Goedert was born and raised in Luxembourg. After finishing his medical studies at the University of Basel, Switzerland in 1981, he obtained a PhD at the University of Cambridge, UK in 1984, before he started working at the Medical Research Council Laboratory of Molecular Biology, where is currently a Programme Leader. He is also an Emeritus Honorary Professor at the University of Cambridge. He studies the filamentous amyloid inclusions that define most human neurodegenerative diseases.

Goedert served on a number of national and international Committees. He was a member of the Board of Governors of the University of Luxembourg from 2004 to 2023. His time there is described in the semi-autobiographical memoir entitled BEGINNINGS (Point Nemo Publishing 2025).

Goedert was awarded the Metlife Foundation Award for Medical Research in Alzheimer's Disease in 1996, the Potamkin Prize in 1998 and the European Grand Prix for Research by the Foundation for Research on Alzheimer's disease in 2014. In 2018 he was one of four recipients of the Grete Lundbeck European Brain Research Prize with the citation "For their groundbreaking research on the genetic and molecular basis of Alzheimer's disease, with far-reaching implications for the development of new therapeutic interventions as well as for the understanding of other neurodegenerative diseases of the brain". In 2019 he received the Royal Medal. and in 2020 the Rainwater Charitable Foundation Prize for outstanding innovation in neurodegenerative disorder research. He was awarded the Hartwig Piepenbrock-DZNE Prize in 2021, an Annemarie Opprecht Foundation Parkinson Award (with S. Scheres) in 2023, the Karl Golser Award in 2024 and the Helis Foundation Award for Parkinson's Disease and Neurodegenerative Research in 2026. Goedert is a member of EMBO, a Fellow of the Royal Society, a Fellow of the Academy of Medical Sciences and an Honorary Member of the Institut Grand-Ducal, Luxembourg.

His partner is Professor Maria Grazia Spillantini, a neuroscientist, with whom he has a son, Thomas.

==Research==
Goedert's work combines biochemical, molecular biological and structural techniques to investigate common neurodegenerative diseases, including Alzheimer's and Parkinson's.

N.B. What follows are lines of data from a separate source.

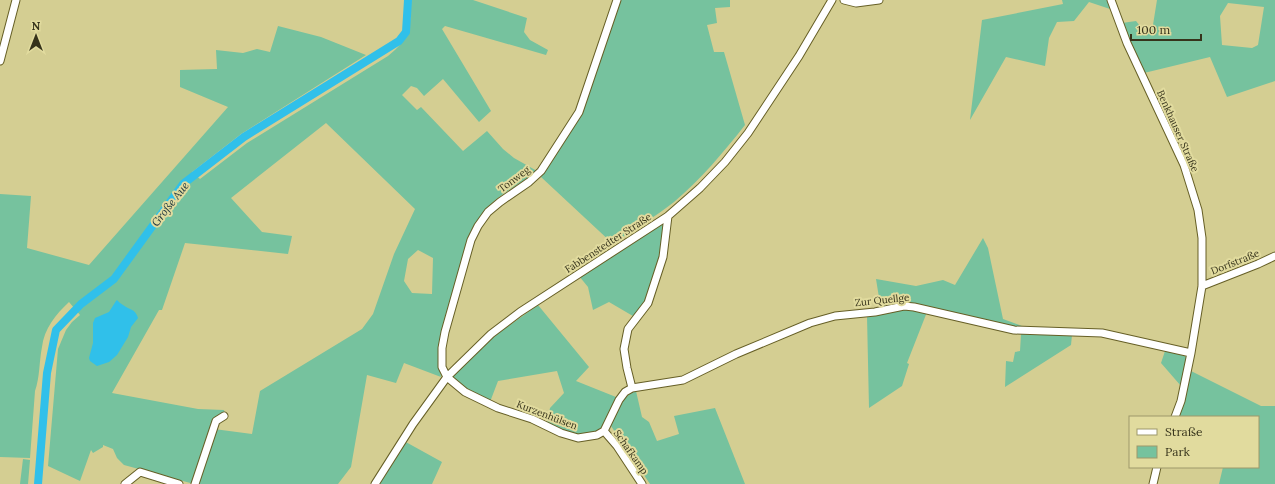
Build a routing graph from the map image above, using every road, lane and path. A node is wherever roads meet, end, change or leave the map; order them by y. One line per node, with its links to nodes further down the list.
1 (16, 0): 7 (street)
2 (617, 0): 12 (street, Tonweg)
3 (832, 0): 8 (street, Fabbenstedter Straße)
4 (844, 0): 5 (street)
5 (878, 0)
6 (1111, 0): 10 (street, Benkhauser Straße)
7 (0, 61)
8 (668, 216): 12 (street, Fabbenstedter Straße); 13 (street)
9 (1275, 256): 10 (street, Dorfstraße)
10 (1202, 286): 11 (street, Benkhauser Straße)
11 (1191, 353): 13 (street, Zur Quellge); 15 (street, Benkhauser Straße)
12 (447, 377): 16 (street, Kurzenhülsen); 21 (street, Fabbenstedter Straße)
13 (632, 388): 16 (street)
14 (224, 416): 20 (street)
15 (1175, 416)
16 (604, 431): 22 (street, Schafkamp)
17 (1157, 468): 23 (street)
18 (125, 484): 19 (street)
19 (179, 484)
20 (195, 484)
21 (375, 484)
22 (642, 484)
23 (1154, 484)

His research focuses on the abnormal filamentous inclusions that characterise Alzheimer's and Parkinson's, showing that the intracellular filaments of these diseases are made of either tau protein or alpha-synuclein Goedert and colleagues also identified mutations in MAPT, the tau gene, that cause inherited forms of frontotemporal dementia with tau inclusions, establishing a central role for tau assembly in the disease. They provided the first experimental demonstration of the prion-like properties of filamentous tau. Since 2017, Goedert has collaborated with Sjors Scheres in determining the cryo-EM structures of amyloid filaments from human brain.